Go over the data and work out how many lines include the word "graph". Give that number only.

::: Data for this exercise

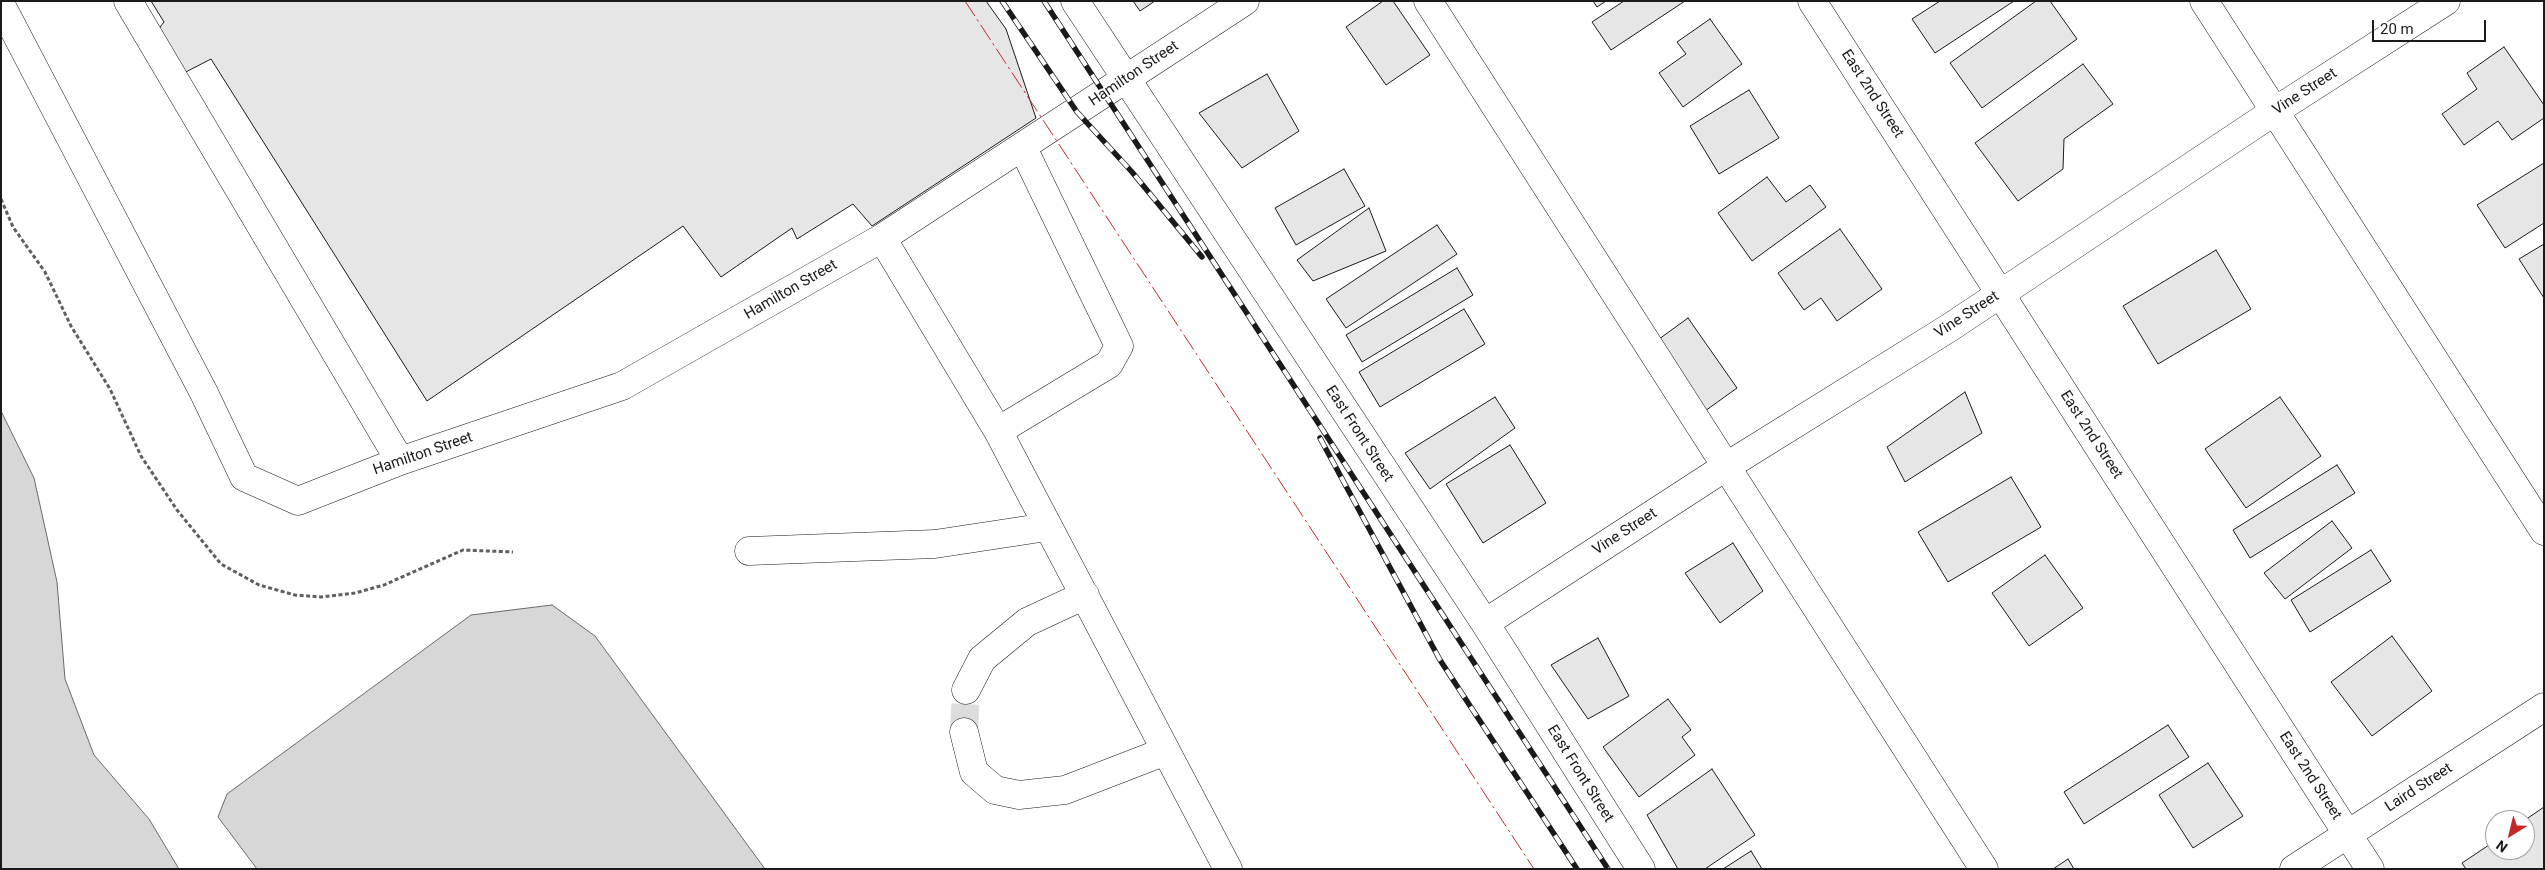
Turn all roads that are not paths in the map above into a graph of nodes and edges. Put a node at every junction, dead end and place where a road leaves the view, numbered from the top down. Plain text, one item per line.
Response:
1 (128, 1) edge
2 (1075, 1) edge
3 (1245, 1) edge
4 (1428, 1) edge
5 (1812, 1) edge
6 (2204, 1) edge
7 (2446, 1) edge
8 (1, 4) edge
9 (1125, 79) junction
10 (2275, 111) junction
11 (1023, 148) junction
12 (882, 238) junction
13 (2000, 294) junction
14 (998, 431) junction
15 (400, 461) junction
16 (1727, 466) junction
17 (1047, 527) junction
18 (2544, 531) edge
19 (749, 551) dead end
20 (1085, 596) junction
21 (1485, 623) junction
22 (966, 690) tunnel mouth
23 (2544, 707) edge
24 (964, 732) tunnel mouth
25 (1166, 751) junction
26 (2348, 835) junction
27 (1228, 869) edge
28 (1640, 869) edge
29 (1984, 869) edge
30 (2294, 869) edge
31 (2370, 869) edge

1 - 15 street
2 - 9 street, East Front Street
3 - 9 street, Hamilton Street
4 - 16 street
5 - 13 street, East 2nd Street
6 - 10 street
7 - 10 street, Vine Street
8 - 15 street, Hamilton Street
9 - 11 street, Hamilton Street
9 - 21 street, East Front Street
10 - 13 street, Vine Street
10 - 18 street
11 - 12 street, Hamilton Street
11 - 14 street
12 - 14 street
12 - 15 street, Hamilton Street
13 - 16 street, Vine Street
13 - 26 street, East 2nd Street
14 - 17 street
16 - 21 street, Vine Street
16 - 29 street
17 - 19 street
17 - 20 street
20 - 22 street
20 - 25 street
21 - 28 street, East Front Street
23 - 26 street, Laird Street
24 - 25 street
25 - 27 street
26 - 30 street, Laird Street
26 - 31 street, East 2nd Street

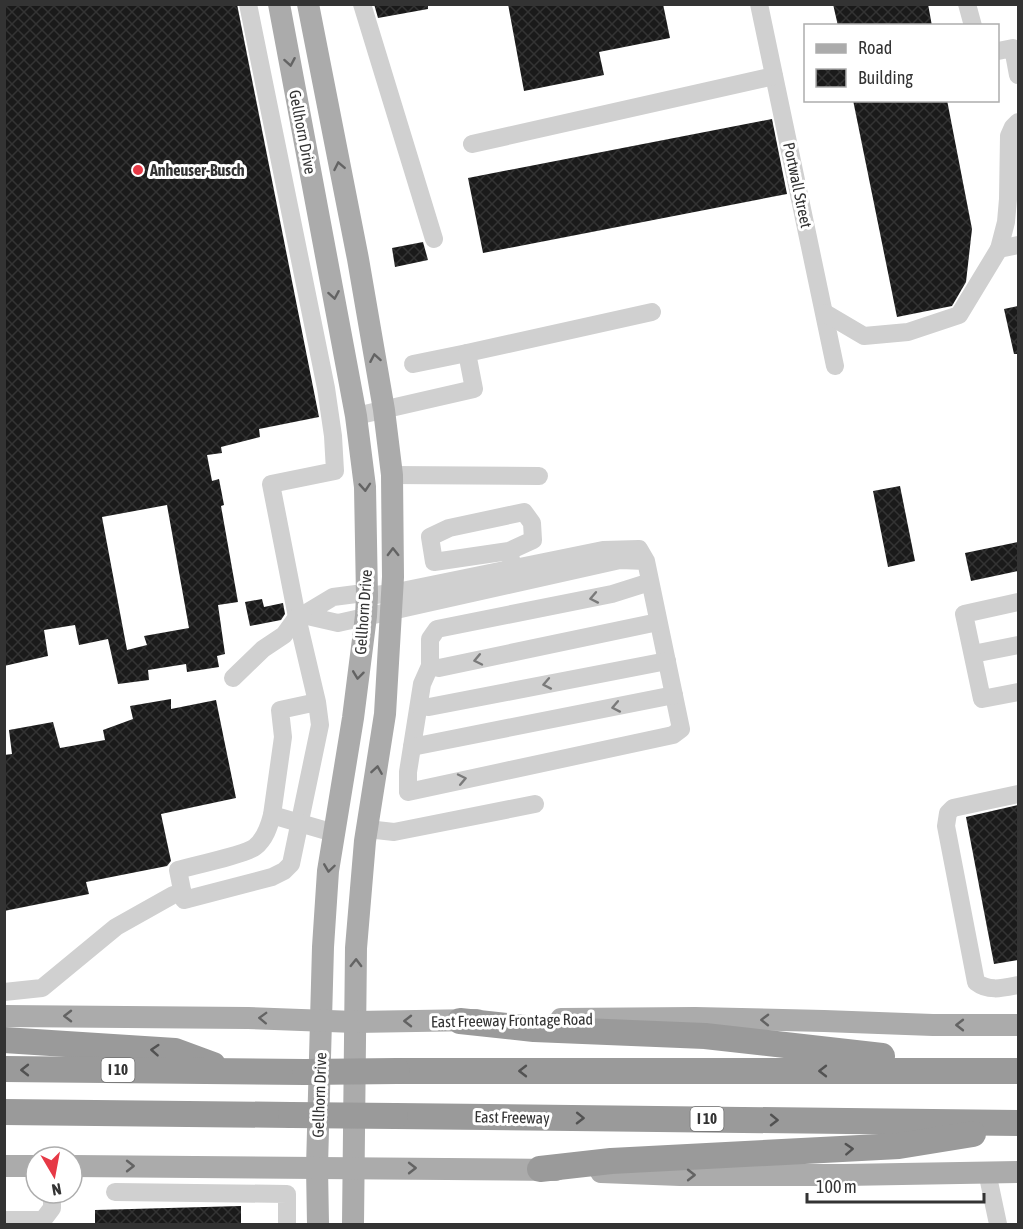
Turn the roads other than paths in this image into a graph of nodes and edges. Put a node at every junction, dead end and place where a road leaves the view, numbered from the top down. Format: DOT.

::::::

* Written answer
2